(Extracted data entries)
_ _ _ _ _ _ _

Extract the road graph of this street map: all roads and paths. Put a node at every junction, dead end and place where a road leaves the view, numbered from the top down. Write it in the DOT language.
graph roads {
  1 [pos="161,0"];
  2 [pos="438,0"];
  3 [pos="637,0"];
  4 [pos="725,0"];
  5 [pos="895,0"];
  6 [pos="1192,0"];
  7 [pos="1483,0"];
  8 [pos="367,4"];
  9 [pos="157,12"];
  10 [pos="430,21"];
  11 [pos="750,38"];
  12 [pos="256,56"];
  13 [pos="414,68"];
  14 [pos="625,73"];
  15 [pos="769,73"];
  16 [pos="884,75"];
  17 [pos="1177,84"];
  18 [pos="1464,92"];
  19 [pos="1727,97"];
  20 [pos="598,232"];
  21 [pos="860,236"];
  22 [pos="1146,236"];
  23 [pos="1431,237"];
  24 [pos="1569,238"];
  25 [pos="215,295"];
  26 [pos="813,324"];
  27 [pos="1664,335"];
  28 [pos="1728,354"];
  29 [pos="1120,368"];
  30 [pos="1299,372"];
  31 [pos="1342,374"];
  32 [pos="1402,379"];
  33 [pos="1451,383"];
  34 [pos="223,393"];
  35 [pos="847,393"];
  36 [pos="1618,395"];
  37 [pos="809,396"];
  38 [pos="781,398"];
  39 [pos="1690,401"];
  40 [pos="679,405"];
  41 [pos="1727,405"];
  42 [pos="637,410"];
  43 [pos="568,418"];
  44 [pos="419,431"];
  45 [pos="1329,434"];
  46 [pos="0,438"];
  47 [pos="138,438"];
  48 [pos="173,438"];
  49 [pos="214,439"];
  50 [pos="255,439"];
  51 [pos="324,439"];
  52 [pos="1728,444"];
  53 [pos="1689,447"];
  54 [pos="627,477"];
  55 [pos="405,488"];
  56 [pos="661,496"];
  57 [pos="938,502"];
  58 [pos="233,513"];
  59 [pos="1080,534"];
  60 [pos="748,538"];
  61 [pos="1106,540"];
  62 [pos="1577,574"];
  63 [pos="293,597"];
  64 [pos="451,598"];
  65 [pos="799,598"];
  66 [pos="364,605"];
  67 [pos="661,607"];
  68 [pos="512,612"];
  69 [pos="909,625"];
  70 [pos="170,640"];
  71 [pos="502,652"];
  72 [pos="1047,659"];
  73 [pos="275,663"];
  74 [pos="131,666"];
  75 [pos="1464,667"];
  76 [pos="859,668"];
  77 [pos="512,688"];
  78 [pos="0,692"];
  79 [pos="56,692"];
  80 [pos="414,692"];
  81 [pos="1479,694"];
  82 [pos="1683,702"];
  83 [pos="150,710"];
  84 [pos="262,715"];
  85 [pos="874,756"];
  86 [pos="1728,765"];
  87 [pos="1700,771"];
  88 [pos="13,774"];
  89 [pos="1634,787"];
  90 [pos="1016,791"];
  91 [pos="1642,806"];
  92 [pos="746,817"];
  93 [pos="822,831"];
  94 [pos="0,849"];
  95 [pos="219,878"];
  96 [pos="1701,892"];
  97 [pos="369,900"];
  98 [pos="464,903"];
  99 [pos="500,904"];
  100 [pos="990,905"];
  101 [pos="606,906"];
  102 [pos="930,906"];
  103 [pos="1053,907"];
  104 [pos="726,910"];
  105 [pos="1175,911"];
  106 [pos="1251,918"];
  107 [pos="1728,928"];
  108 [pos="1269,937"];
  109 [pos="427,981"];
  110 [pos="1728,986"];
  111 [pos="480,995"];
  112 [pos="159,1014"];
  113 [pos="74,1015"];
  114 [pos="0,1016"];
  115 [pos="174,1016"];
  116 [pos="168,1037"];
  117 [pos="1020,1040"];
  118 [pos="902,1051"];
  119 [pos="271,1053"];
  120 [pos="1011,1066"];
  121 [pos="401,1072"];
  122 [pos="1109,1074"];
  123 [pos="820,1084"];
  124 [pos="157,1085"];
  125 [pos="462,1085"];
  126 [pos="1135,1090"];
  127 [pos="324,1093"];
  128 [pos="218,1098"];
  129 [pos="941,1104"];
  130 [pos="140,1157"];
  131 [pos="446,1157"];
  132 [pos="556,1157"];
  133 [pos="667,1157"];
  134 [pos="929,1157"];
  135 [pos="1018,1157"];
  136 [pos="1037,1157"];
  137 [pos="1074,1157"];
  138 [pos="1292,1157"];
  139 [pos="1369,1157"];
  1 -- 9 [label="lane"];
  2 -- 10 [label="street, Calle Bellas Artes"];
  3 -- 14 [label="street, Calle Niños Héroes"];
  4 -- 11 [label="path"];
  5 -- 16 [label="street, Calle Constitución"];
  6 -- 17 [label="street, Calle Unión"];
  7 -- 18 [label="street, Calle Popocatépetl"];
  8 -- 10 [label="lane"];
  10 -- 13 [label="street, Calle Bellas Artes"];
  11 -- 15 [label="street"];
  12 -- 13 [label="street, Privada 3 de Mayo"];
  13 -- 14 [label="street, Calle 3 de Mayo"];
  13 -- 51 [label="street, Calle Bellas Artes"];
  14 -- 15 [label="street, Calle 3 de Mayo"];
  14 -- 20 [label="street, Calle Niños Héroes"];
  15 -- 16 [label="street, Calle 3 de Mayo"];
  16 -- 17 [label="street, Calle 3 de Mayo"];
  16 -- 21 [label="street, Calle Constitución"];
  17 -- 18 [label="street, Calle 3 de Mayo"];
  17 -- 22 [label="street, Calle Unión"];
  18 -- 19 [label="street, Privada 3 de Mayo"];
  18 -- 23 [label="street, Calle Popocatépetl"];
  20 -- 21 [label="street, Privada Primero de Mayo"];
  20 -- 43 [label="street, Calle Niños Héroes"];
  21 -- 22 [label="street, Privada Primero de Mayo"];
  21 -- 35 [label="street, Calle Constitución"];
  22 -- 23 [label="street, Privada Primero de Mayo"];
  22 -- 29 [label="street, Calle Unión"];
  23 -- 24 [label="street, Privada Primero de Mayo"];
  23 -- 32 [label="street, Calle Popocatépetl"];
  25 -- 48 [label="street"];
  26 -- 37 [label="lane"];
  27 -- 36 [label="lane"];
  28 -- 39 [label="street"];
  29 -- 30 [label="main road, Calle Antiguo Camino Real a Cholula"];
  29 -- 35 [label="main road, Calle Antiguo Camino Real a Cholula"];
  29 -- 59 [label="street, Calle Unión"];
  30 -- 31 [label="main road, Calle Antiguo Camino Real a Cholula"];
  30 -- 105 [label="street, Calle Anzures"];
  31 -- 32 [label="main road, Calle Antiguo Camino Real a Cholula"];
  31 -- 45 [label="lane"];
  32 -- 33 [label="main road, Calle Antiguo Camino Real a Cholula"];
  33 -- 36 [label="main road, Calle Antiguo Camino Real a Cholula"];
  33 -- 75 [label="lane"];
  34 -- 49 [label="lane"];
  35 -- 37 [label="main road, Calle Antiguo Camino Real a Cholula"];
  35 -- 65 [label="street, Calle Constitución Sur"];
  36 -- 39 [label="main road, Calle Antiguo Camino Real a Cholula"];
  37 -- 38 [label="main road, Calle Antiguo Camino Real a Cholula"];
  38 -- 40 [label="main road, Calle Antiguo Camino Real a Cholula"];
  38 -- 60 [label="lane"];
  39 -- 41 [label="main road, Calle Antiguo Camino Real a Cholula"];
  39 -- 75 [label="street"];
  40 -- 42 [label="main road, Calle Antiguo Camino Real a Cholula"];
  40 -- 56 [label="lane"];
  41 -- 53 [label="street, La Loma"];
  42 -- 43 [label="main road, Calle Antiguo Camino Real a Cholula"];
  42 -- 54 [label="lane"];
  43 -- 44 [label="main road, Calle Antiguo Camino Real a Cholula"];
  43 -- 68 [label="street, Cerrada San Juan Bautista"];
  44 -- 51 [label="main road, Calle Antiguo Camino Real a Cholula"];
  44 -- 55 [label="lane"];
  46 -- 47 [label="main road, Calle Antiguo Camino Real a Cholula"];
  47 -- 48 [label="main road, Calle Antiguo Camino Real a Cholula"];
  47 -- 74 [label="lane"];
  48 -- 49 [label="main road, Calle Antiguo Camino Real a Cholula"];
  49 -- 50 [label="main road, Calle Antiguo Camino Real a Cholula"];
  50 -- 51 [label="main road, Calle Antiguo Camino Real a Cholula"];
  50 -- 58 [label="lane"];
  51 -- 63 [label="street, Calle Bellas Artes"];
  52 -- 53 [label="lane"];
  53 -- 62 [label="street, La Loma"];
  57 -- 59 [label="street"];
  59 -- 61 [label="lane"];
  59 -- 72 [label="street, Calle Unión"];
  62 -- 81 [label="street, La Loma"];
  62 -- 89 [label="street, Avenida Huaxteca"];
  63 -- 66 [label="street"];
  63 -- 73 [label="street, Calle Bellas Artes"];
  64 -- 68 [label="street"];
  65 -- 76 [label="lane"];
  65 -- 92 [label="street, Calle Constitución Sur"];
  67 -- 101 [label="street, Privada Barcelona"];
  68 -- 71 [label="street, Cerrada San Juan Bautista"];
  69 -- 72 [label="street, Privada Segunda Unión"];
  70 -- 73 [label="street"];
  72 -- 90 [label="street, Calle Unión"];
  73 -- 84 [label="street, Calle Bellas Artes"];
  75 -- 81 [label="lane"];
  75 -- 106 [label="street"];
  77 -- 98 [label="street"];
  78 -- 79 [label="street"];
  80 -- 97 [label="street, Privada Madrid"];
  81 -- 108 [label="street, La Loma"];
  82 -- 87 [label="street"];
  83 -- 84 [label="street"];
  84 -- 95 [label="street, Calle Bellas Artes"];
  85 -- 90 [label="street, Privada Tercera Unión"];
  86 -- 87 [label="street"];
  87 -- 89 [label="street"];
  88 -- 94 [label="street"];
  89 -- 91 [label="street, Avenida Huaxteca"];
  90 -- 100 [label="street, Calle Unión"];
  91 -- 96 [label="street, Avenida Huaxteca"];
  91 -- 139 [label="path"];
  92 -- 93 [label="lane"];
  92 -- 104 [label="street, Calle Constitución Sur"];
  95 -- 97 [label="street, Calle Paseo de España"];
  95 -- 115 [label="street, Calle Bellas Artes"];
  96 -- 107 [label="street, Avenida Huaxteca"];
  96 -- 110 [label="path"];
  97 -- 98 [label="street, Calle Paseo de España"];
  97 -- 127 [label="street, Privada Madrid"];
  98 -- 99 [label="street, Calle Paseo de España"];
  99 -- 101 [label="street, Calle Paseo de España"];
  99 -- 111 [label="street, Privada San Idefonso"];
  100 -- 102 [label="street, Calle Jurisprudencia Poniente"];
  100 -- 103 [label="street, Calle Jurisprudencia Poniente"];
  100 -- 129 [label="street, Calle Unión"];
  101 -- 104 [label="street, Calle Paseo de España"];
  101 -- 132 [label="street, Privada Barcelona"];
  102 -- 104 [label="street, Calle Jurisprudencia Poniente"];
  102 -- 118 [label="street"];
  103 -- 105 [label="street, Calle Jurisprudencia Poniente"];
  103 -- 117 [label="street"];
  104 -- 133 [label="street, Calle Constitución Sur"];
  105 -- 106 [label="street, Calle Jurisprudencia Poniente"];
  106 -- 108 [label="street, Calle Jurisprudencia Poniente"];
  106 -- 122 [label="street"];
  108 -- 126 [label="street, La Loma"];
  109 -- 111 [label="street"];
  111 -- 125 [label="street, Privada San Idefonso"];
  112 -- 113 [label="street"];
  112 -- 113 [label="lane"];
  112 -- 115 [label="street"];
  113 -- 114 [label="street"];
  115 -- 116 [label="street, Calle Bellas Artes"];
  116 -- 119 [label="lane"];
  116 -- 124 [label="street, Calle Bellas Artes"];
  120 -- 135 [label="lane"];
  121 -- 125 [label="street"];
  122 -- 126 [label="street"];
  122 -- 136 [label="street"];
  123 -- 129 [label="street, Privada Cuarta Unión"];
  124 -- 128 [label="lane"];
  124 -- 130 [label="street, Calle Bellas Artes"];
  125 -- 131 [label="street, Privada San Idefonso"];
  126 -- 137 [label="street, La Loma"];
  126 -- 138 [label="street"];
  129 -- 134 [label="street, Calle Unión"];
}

_ _ _ _ _ _ _

Tally the lines in the records above that hold the word "Unión", and give only that number.

RESULT OF THIS EXERCISE: 12